6. La complessità dei compiti della giurisdizione, il rifiuto di
chiusure corporative implicito nella valenza politica del giudicare, i rischi
contrapposti del conformismo e del soggettivismo impongono un costante controllo
dei livelli di professionalità e, insieme, il coinvolgimento nel dibattito
di tutti coloro che operano nel mondo del diritto, e in particolare gli avvocati
con i quali è urgente la ripresa di un dibattito sulla formazione comune,
la deontologia, l'organizzazione della giurisdizione. Gli avvocati, in quanto
partecipi della giurisdizione sono inoltre chiamati a concorrere alla soluzione
di due problemi essenziali: la tutela giurisdizionale dei non abbienti e le valutazioni
di professionalità dei magistrati. Sul primo punto Md propone la realizzazione
di uffici pubblici di difesa retribuiti dallo Stato, invitando l'avvocatura ad
un aperto confronto sulle concrete modalità di attuazione; sul secondo
riafferma la necessità di un apporto conoscitivo dei Consigli dell'ordine.
7. Il riconoscimento giurisprudenziale di nuovi diritti della persona nei
settori pi diversi (dalla tutela individuale e collettiva dei consumatori
a quella del cittadino nei confronti della pubblica amministrazione, dalla sfera
dei rapporti familiari di fatto ai conflitti in materia bioetica) dimostra, una
volta di pi, l'essenzialità del controllo diffuso della giurisdizione
civile per l'affermazione di valori di uguaglianza, libertà, democrazia,
e per il rispetto delle regole che devono governare il funzionamento del mercato.
L'efficienza e l'effettività della giustizia civile (e il definitivo superamento
della drammatica crisi che la investe) devono costituire motivo primario dell'impegno
della magistratura associata, poich il doppio primato negativo che caratterizza
il nostro Paese - lentezza del processo (ordinario ed esecutivo) ed assenza di
un sistema di assistenza dei soggetti non abbienti - si traduce in diniego di
giustizia, produce sfiducia nei cittadini e degrado dei rapporti economici e sociali.
Raggiungere un livello di efficienza accettabile è possibile, anche in
tempi contenuti, attraverso la piena realizzazione della riforma del 1990 (che,
dove attuata, ha dato risultati positivi) e il completamento del programma riformatore,
supportato da una coerente politica di spesa e l'impegno comune di tutti gli operatori
del diritto. In tale contesto, alcuni interventi si rivelano prioritari: a)

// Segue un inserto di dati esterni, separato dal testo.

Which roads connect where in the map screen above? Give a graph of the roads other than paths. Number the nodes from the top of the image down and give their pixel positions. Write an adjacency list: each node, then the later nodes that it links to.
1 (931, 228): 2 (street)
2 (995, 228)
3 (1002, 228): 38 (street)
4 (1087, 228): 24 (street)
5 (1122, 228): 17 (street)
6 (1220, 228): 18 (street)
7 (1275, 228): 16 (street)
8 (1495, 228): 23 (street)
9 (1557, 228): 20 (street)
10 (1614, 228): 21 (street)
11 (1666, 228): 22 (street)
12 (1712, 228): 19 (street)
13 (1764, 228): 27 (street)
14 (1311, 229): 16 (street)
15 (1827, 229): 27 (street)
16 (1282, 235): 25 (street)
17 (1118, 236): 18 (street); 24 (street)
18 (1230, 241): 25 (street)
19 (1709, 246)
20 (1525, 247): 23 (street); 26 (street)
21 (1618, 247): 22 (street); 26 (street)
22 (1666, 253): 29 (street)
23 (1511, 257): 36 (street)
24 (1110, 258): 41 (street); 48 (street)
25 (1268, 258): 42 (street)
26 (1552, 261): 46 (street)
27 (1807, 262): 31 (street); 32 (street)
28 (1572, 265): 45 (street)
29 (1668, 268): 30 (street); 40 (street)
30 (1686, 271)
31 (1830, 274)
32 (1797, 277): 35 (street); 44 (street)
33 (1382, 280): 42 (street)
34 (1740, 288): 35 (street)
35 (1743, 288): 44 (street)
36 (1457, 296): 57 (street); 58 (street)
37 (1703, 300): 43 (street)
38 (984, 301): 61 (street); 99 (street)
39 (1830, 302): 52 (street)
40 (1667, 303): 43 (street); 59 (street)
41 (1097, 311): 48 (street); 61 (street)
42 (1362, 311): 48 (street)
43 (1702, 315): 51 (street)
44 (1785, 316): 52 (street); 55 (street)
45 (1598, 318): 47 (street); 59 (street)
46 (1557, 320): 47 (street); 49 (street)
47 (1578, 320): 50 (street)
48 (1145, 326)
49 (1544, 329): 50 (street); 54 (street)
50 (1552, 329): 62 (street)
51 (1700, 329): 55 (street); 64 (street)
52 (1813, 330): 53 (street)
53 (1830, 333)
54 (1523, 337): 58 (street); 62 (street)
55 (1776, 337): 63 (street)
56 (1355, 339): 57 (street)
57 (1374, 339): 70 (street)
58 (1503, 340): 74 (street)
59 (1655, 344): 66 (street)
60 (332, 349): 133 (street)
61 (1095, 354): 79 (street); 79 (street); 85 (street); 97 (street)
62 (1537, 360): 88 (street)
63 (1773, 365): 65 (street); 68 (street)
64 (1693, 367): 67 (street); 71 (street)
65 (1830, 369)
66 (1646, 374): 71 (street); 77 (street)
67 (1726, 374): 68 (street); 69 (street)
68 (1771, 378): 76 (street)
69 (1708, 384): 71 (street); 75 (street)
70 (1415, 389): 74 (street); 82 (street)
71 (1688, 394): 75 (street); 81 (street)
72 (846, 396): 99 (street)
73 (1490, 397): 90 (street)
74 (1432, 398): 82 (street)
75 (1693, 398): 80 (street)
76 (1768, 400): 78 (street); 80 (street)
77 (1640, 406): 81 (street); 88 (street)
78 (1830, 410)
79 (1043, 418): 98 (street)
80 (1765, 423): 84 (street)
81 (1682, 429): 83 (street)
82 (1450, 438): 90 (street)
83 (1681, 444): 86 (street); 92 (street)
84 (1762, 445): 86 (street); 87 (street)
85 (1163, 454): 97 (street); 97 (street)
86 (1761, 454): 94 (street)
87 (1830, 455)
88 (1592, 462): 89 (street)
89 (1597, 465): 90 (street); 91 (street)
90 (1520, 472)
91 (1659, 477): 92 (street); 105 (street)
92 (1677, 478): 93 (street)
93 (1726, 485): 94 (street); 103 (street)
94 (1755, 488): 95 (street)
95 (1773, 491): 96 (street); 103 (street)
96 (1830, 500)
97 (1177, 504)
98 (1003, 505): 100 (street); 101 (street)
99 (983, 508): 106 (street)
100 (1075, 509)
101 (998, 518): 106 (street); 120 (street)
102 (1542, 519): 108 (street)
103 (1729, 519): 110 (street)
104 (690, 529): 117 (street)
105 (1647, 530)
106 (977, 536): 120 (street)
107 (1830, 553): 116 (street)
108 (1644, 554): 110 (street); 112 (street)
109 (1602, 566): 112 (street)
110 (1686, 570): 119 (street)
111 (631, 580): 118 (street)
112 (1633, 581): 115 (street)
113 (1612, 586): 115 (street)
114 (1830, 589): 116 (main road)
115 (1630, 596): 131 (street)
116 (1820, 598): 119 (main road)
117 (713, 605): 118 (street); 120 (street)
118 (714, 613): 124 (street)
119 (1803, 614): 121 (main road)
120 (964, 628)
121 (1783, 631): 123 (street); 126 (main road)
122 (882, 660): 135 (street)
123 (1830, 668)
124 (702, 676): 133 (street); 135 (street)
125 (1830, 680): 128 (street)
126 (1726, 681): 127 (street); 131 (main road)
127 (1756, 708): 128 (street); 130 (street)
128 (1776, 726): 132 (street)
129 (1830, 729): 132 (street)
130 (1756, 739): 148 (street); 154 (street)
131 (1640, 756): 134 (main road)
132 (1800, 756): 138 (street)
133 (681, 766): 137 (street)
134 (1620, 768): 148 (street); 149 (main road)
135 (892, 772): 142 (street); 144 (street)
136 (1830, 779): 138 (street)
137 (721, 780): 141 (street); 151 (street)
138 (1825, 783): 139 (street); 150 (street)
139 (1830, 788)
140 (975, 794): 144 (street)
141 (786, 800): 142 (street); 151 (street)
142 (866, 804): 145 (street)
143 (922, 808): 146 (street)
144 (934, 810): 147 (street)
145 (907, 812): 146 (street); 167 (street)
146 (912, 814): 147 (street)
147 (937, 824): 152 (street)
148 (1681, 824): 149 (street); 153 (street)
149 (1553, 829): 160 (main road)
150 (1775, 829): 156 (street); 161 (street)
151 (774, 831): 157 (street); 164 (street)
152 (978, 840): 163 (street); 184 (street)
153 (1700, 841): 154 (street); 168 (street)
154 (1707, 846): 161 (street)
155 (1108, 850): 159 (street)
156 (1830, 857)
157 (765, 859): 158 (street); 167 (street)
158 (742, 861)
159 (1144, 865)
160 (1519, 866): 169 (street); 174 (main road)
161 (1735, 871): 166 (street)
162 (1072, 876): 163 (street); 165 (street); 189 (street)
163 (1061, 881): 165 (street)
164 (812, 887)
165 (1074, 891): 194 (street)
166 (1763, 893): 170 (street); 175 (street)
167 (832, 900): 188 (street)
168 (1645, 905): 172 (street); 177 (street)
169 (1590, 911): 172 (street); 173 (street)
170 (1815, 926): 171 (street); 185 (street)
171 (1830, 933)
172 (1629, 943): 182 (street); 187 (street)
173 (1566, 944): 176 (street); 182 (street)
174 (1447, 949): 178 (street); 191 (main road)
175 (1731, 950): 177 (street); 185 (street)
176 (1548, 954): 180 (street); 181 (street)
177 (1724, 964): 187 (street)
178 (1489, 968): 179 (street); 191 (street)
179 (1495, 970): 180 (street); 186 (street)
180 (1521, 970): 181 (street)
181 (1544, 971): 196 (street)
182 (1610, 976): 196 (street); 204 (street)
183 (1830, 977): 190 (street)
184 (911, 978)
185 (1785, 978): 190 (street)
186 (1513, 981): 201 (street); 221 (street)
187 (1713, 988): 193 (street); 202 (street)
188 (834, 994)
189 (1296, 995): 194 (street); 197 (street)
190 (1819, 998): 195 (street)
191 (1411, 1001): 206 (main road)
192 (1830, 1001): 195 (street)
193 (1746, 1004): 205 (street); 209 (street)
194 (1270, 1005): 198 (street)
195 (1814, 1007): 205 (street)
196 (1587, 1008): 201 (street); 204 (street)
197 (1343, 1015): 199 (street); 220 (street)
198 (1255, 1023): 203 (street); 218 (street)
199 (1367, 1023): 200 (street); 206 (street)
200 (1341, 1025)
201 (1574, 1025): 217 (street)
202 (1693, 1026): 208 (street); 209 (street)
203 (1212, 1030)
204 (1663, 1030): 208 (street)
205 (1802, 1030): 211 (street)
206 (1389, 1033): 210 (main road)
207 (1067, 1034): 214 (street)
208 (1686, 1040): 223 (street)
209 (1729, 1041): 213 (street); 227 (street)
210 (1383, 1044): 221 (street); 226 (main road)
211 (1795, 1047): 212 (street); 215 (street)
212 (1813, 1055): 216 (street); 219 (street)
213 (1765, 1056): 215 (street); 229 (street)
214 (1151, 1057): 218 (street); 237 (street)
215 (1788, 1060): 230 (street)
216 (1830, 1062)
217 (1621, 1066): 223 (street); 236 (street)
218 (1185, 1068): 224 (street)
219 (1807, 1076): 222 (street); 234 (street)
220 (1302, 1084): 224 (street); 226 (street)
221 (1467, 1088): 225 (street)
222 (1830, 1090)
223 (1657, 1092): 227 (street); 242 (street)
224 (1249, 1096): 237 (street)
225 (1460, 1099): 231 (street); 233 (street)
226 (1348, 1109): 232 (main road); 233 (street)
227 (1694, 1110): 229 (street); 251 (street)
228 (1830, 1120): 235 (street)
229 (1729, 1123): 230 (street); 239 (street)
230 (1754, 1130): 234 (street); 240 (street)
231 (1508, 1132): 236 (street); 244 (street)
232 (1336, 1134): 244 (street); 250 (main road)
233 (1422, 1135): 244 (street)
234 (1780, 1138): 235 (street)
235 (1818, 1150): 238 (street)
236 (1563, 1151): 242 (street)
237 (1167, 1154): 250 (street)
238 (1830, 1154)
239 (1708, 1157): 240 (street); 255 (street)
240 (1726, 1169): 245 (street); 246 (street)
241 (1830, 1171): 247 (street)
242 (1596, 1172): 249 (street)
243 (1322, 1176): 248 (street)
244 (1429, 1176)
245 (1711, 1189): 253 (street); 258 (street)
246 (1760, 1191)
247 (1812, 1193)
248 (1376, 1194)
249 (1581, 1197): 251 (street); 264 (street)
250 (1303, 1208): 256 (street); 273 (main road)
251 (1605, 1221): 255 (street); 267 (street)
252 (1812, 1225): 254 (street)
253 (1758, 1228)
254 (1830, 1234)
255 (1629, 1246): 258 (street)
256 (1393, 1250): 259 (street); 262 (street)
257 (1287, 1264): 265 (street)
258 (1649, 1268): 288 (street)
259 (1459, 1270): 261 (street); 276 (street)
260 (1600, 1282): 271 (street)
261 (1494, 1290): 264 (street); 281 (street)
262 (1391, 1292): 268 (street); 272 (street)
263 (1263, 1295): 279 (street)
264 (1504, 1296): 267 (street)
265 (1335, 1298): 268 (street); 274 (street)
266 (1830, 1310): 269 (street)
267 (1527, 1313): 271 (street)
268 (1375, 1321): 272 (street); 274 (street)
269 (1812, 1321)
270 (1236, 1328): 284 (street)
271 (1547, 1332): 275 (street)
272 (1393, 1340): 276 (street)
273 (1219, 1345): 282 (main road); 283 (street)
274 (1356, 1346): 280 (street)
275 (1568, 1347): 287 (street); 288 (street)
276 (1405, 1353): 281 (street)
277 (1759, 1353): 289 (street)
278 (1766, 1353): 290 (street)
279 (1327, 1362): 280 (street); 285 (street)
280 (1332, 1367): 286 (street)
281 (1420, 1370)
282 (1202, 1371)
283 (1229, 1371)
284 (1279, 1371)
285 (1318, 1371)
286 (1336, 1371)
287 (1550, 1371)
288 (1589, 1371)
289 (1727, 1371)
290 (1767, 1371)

la razionalizzazione della geografia giudiziaria; b) l'ulteriore valorizzazione
del ruolo della magistratura onoraria, di cui deve urgentemente essere completato
l'organico, con razionalizzazione della distribuzione dei giudici di pace sul
territorio, aumento della loro competenza per valore e la realizzazione di una
seria politica di formazione (e di valutazione) professionale; c) una politica
degli uffici fondata sia sull'aumento delle risorse umane e materiali sia su una
nuova cultura dell'organizzazione che veda pienamente coinvolti, in relazione
alle reciproche competenze e responsabilità, Ministero di giustizia ed
organi dell'autogoverno. Tra gli interventi organizzativi, indilazionabili appaiono:
la concreta realizzazione dell'ufficio del giudice; il completamento dell'informatizzazione;
il riordinamento della statistica giudiziaria; l'effettuazione di un attento monitoraggio
di tutti gli uffici, comprese le Corti di appello e la Corte di cassazione, al
fine di consentire una migliore distribuzione del lavoro (cercando di assicurare
che in primo grado il ruolo dei magistrati non superi di media le 500/600 cause)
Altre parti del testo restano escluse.